Berbagai bahan, kecuali kotoran ternak, diaduk dan ditambah air kemudian diaduk kembali. Bahan campuran dan kotaran ternak dijadikan satu dengan persentase perbandingan 70:30 ditambah air secukupnya supaya tetap basah.

C. Hama dan Penyakit Cacing Tanah
Keberhasilan beternak cacing tanah tidak terlepas dr pengendalian terhadap hama dan musuh cacing tanah. Beberapa hama dan musuh cacing tanah antara lain: semut, kumbang, burung, kelabang, lipan, lalat, tikus, katak, tupai, ayam, itik, ular, angsa, lintah, kutu dan lain-lain.

Musuh yang juga ditakuti yaitu semut merah yang memakan pakan cacing tanah yang mengandung karbohidrat dan lemak. Padahal kedua zat ini dibutuhkan untuk penggemukan cacing tanah. Pencegahan serangan semut merah dilakukan dengan cara disekitar wadah pemeliharaan (dirambang) diberi air cukup.

D. Panen Cacing Tanah
Dalam beternak cacing tanah ada dua hasil terpenting (utama) yang dapat diharapkan, yaitu biomas (cacing tanah itu sendiri) dan kascing (bekas cacing). Panen cacing dapat dilakukan dengan aneka macam cara salah satunya yaitu dengan mengunakan alat penerangan ibarat lampu petromaks, lampu neon atau bohlam. 
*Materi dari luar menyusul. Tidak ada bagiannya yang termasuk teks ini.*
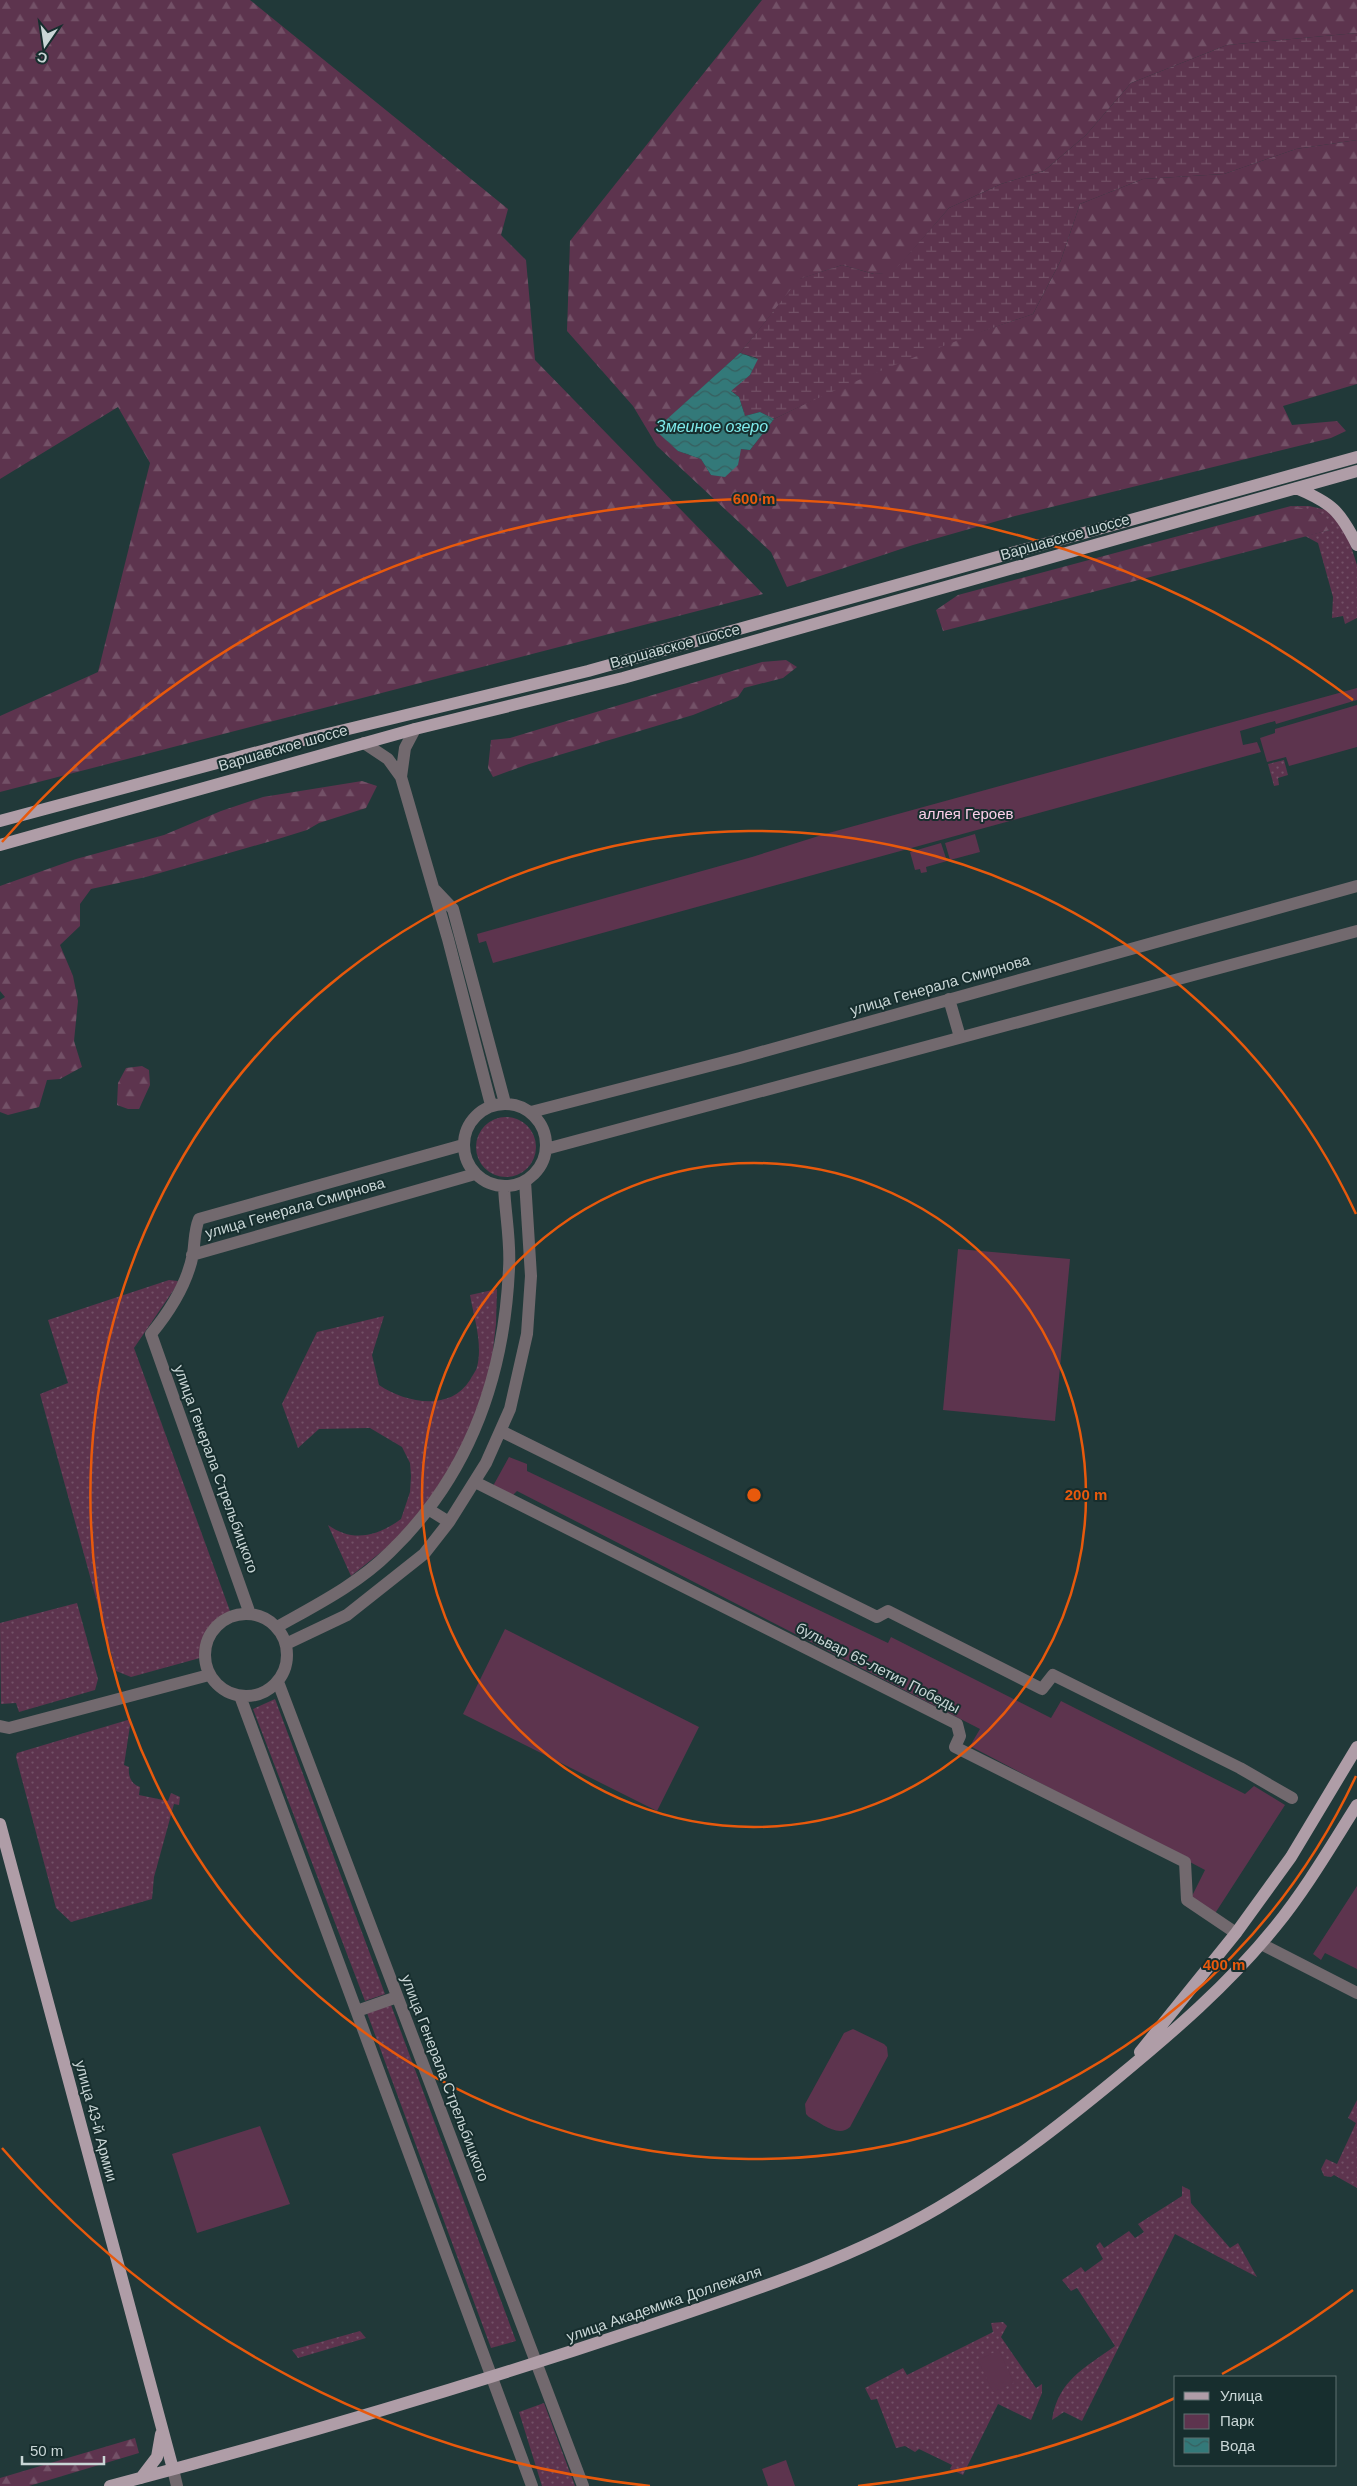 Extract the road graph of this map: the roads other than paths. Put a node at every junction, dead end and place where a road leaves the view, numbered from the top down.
1 (1357, 457) edge
2 (1357, 471) edge
3 (1296, 488) junction
4 (1357, 546) edge
5 (415, 729) junction
6 (364, 743) junction
7 (401, 776) junction
8 (0, 821) edge
9 (0, 845) edge
10 (1357, 886) edge
11 (433, 888) junction
12 (1357, 931) edge
13 (460, 936) junction
14 (448, 938) junction
15 (949, 999) junction
16 (960, 1037) junction
17 (505, 1103) junction
18 (491, 1105) junction
19 (531, 1112) junction
20 (464, 1145) junction
21 (546, 1149) junction
22 (475, 1174) junction
23 (525, 1181) junction
24 (504, 1186) junction
25 (192, 1255) junction
26 (494, 1380) junction
27 (515, 1386) junction
28 (501, 1431) junction
29 (475, 1482) junction
30 (428, 1509) junction
31 (449, 1522) junction
32 (250, 1614) junction
33 (277, 1627) junction
34 (286, 1644) junction
35 (209, 1675) junction
36 (278, 1682) junction
37 (240, 1696) junction
38 (3, 1730) edge
39 (1356, 1750) edge
40 (1292, 1798) dead end
41 (1356, 1810) edge
42 (0, 1824) edge
43 (1236, 1933) junction
44 (1261, 1944) junction
45 (1204, 1973) junction
46 (1223, 1986) junction
47 (1357, 1993) edge
48 (397, 1997) junction
49 (357, 2010) junction
50 (1121, 2075) junction
51 (536, 2364) junction
52 (493, 2378) junction
53 (162, 2427) junction
54 (173, 2469) junction
55 (141, 2478) junction
56 (110, 2486) edge
57 (177, 2486) edge
58 (532, 2486) edge
59 (583, 2486) edge

1 - 8 main road, Варшавское шоссе
2 - 3 main road, Варшавское шоссе
3 - 4 main road
3 - 5 main road, Варшавское шоссе
5 - 6 main road, Варшавское шоссе
5 - 7 street
6 - 7 street
6 - 9 main road, Варшавское шоссе
7 - 11 street
10 - 15 street, улица Генерала Смирнова
11 - 13 street
11 - 14 street
12 - 16 street
13 - 14 street
13 - 17 street
14 - 18 street
15 - 16 street
15 - 19 street, улица Генерала Смирнова
16 - 21 street
17 - 18 street
17 - 19 street
18 - 20 street
19 - 21 street
20 - 22 street
20 - 25 street, улица Генерала Смирнова
21 - 23 street
22 - 24 street
22 - 25 street, улица Генерала Смирнова
23 - 24 street
23 - 27 street
24 - 26 street
25 - 32 street, улица Генерала Стрельбицкого
26 - 27 street
26 - 30 street
27 - 28 street
28 - 29 street
28 - 40 street
29 - 31 street
29 - 43 street, бульвар 65-летия Победы
30 - 31 street
30 - 33 street
31 - 34 street
32 - 33 street
32 - 35 street
33 - 34 street
34 - 36 street
35 - 37 street
35 - 38 street
36 - 37 street
36 - 48 street, улица Генерала Стрельбицкого
37 - 49 street
39 - 43 main road, улица Академика Доллежаля
41 - 44 main road, улица Академика Доллежаля
42 - 53 main road, улица 43-й Армии
43 - 45 main road, улица Академика Доллежаля
44 - 46 main road, улица Академика Доллежаля
44 - 47 street
45 - 46 main road
45 - 50 main road, улица Академика Доллежаля
46 - 50 main road, улица Академика Доллежаля
48 - 49 street
48 - 51 street, улица Генерала Стрельбицкого
49 - 52 street
50 - 51 main road, улица Академика Доллежаля
51 - 52 main road, улица Академика Доллежаля
51 - 59 street, улица Генерала Стрельбицкого
52 - 54 main road, улица Академика Доллежаля
52 - 58 street
53 - 54 main road, улица 43-й Армии
53 - 55 main road, улица 43-й Армии
54 - 55 main road, улица Академика Доллежаля
54 - 57 street, улица 43-й Армии
55 - 56 main road, улица Академика Доллежаля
Cacing tanah sangat sensitif terhadap cahaya sehingga mereka akan berkumpul di adegan atas media. Kemudian kita tinggal memisahkan cacing tanah itu dengan medianya.

Ada cara panen yang lebih ekonomis dengan membalikkan sarang. Dibalik sarang yang gelap ini cacing biasanya berkumpul dan cacing mudah terkumpul, kemudian sarang dibalik kembali dan pisahkan cacing yang tertinggal. 

Jika pada dikala panen sudah terlihat adanya kokon (kumpulan telur), maka sarang dikembalikan pada wadah semula dan diberi pakan hingga sekitar 30 hari. Dalam jangka waktu itu, telur akan menetas. dan cacing tanah dapat diambil untuk dipindahkan ke wadah pemeliharaan yang gres dan cacingnya siap di panen. 

Itulah pembahasan lengkap mengenai cara budidaya cacing tanah yang mampu kita pelajari. Mudah-mudahan kita menerima gambaran lebih terang mengenai ternak yang satu ini. Salam sukses!